问题
I'm developing a software that has to check if a text contains a word taken from a specified list and a word taken from another specified list.
Example:
list 1: dog, cat
list 2: house, tree
the following texts has to match:
the dog is in the house -> contains dog and house
my house is full of dogs -> contains dog and house
the cat is on the tree -> contains cat and tree
the following examples must not to match
the frog is in the house -> there is no word from the first list
Boby is the name of my dog -> there is no word from the second list
Outside my house there is a tree -> there is no word from the first list
To solve quickly the problem I've made a list of pattern like:
dog.*house, house.*dog, cat.*house, ...
but I'm pretty sure there is an smarter way...
回答1:
You can use an alternation (|) for each of the sets of alternatives, and a wrapper alternation for the order. So:
(?:(?:dog|cat).*(?:house|tree))|(?:(?:house|tree).*(?:dog|cat))

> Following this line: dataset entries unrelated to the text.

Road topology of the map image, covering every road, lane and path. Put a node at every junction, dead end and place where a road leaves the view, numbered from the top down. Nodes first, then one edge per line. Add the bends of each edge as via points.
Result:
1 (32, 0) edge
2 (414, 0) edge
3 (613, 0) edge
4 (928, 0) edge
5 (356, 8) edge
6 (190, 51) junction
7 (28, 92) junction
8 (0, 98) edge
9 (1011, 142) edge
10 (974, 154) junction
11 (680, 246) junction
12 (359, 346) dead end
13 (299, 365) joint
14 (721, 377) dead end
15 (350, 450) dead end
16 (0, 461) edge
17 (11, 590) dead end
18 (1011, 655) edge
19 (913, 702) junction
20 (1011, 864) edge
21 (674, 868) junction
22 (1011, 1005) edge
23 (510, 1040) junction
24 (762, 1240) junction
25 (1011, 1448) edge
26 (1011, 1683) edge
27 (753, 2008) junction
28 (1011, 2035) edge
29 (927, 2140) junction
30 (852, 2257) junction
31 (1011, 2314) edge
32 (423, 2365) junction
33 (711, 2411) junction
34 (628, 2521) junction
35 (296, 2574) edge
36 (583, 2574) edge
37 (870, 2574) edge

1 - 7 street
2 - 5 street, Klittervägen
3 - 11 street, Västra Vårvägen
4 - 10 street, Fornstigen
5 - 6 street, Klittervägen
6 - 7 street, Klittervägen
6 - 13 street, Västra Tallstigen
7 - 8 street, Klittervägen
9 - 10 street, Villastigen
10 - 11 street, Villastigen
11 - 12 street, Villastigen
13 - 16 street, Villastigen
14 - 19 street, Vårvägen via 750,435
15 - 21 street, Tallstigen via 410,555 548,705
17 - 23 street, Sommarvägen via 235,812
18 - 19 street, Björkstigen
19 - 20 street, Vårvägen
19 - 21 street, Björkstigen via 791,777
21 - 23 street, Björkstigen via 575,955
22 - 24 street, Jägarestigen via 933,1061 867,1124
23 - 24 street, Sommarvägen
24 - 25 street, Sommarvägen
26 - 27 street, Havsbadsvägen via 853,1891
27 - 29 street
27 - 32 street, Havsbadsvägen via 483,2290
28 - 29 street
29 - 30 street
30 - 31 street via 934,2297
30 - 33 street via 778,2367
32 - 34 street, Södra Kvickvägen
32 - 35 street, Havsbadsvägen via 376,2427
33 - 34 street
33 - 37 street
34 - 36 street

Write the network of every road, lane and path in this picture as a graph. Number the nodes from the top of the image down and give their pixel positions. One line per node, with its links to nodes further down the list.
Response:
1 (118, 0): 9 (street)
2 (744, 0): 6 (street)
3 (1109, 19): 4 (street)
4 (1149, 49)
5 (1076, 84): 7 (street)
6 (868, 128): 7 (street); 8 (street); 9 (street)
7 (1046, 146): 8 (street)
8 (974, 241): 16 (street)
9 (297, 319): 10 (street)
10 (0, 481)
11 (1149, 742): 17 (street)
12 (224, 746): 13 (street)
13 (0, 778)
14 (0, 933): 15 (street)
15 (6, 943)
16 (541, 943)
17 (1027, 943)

JavaScript Example (non-capturing groups and alternations work the same in Java and JavaScript):
var tests = [
{match: true, text: "the dog is in the house -> contains dog and house"},
{match: true, text: "my house is full of dogs -> contains dog and house"},
{match: true, text: "the cat is on the tree -> contains cat and tree"},
{match: false, text: "the frog is in the house -> there is no word from the first list"},
{match: false, text: "Boby is the name of my dog -> there is no word from the second list"},
{match: false, text: "Outside my house there is a tree -> there is no word from the first list"}
];
var rex = /(?:(?:dog|cat).*(?:house|tree))|(?:(?:house|tree).*(?:dog|cat))/;
tests.forEach(function(test) {
var result = rex.test(test.text);
if (!!result == !!test.match) {
console.log('GOOD: "' + test.text + '": ' + result);
} else {
console.log('BAD: "' + test.text + '": ' + result + ' (expected ' + test.match + ')');
}
});.as-console-wrapper {
max-height: 100% !important;
}Note that in the above we're not checking for words, just sequences of letters. If you want it to be actual words, you'll need to add word break assertions or similar. Left as an exercise to the reader...
回答2:
Here is a solution that works for any number of lists, with any number of words in them.
RegEx is for scanning linear sequences. However, you are asking two questions, which can be true or false, irrespective of the order of the patterns. Therefore, you must enumerate all permutations of regex combinations. For small number of lists, this can be done manually, as is demonstrated in the other answer. Below is the solution for the general case.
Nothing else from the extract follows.